(WORK TO BE COMPLETED):
Word for word, the data below must be repeated in full; no picture is to be included.

(SUPPLIED RECORDS):
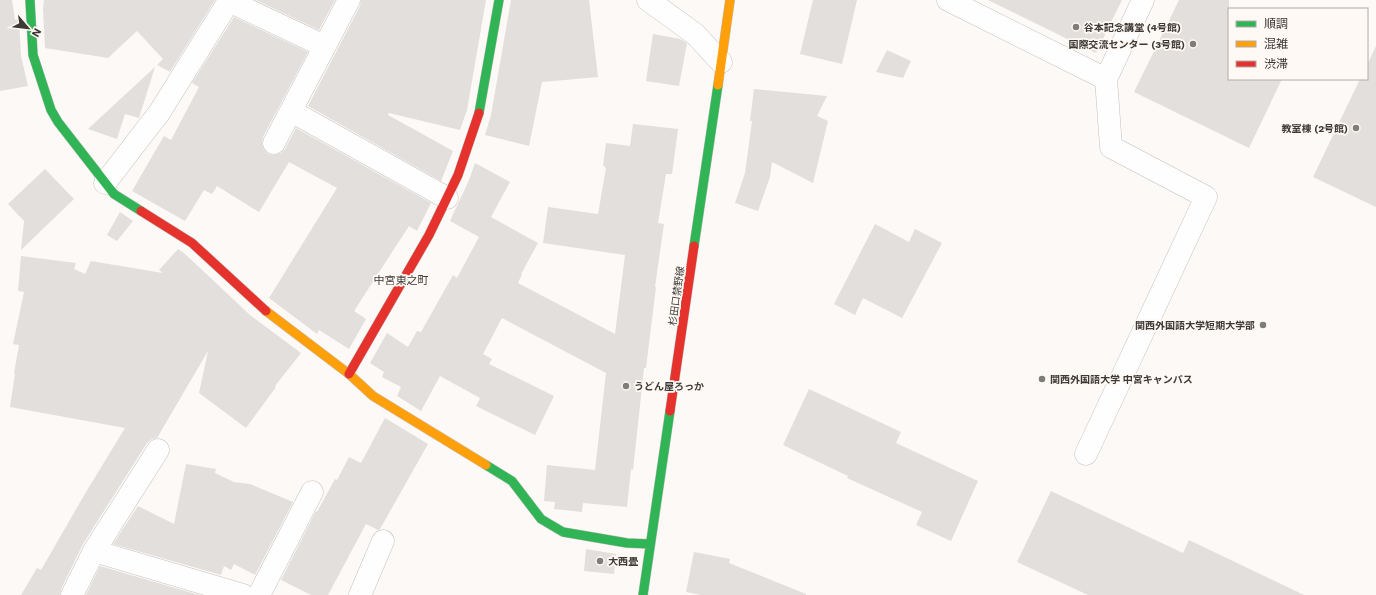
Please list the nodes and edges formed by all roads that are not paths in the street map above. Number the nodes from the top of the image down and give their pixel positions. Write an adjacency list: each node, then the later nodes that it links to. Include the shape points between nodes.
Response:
1 (30, 0): 13 (street, via 34,55 51,110)
2 (349, 0): 8 (street)
3 (499, 0): 14 (street, via 479,113 458,175)
4 (648, 0): 9 (street, via 695,34)
5 (730, 0): 9 (street, 杉田口禁野線)
6 (948, 0): 10 (street)
7 (1143, 0): 10 (street)
8 (324, 46): 11 (street); 13 (street, via 229,1 159,113)
9 (721, 62): 20 (street, 杉田口禁野線)
10 (1106, 79): 17 (street, via 1111,146 1206,197)
11 (291, 110): 12 (street); 14 (street)
12 (274, 143)
13 (105, 183): 15 (street, via 114,194 192,243 259,306)
14 (447, 198): 15 (street, via 426,240)
15 (349, 374): 20 (street, via 373,396 512,481 541,519 563,532 627,543)
16 (158, 450): 21 (street)
17 (1086, 454)
18 (312, 492): 24 (street)
19 (383, 541): 25 (street)
20 (650, 544): 26 (street, 杉田口禁野線)
21 (94, 551): 22 (street); 23 (street)
22 (72, 595)
23 (243, 595)
24 (259, 595)
25 (360, 595)
26 (643, 595)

(TASK OUTPUT):
Please list the nodes and edges formed by all roads that are not paths in the street map above. Number the nodes from the top of the image down and give their pixel positions. Write an adjacency list: each node, then the later nodes that it links to. Include the shape points between nodes.
Response:
1 (30, 0): 13 (street, via 34,55 51,110)
2 (349, 0): 8 (street)
3 (499, 0): 14 (street, via 479,113 458,175)
4 (648, 0): 9 (street, via 695,34)
5 (730, 0): 9 (street, 杉田口禁野線)
6 (948, 0): 10 (street)
7 (1143, 0): 10 (street)
8 (324, 46): 11 (street); 13 (street, via 229,1 159,113)
9 (721, 62): 20 (street, 杉田口禁野線)
10 (1106, 79): 17 (street, via 1111,146 1206,197)
11 (291, 110): 12 (street); 14 (street)
12 (274, 143)
13 (105, 183): 15 (street, via 114,194 192,243 259,306)
14 (447, 198): 15 (street, via 426,240)
15 (349, 374): 20 (street, via 373,396 512,481 541,519 563,532 627,543)
16 (158, 450): 21 (street)
17 (1086, 454)
18 (312, 492): 24 (street)
19 (383, 541): 25 (street)
20 (650, 544): 26 (street, 杉田口禁野線)
21 (94, 551): 22 (street); 23 (street)
22 (72, 595)
23 (243, 595)
24 (259, 595)
25 (360, 595)
26 (643, 595)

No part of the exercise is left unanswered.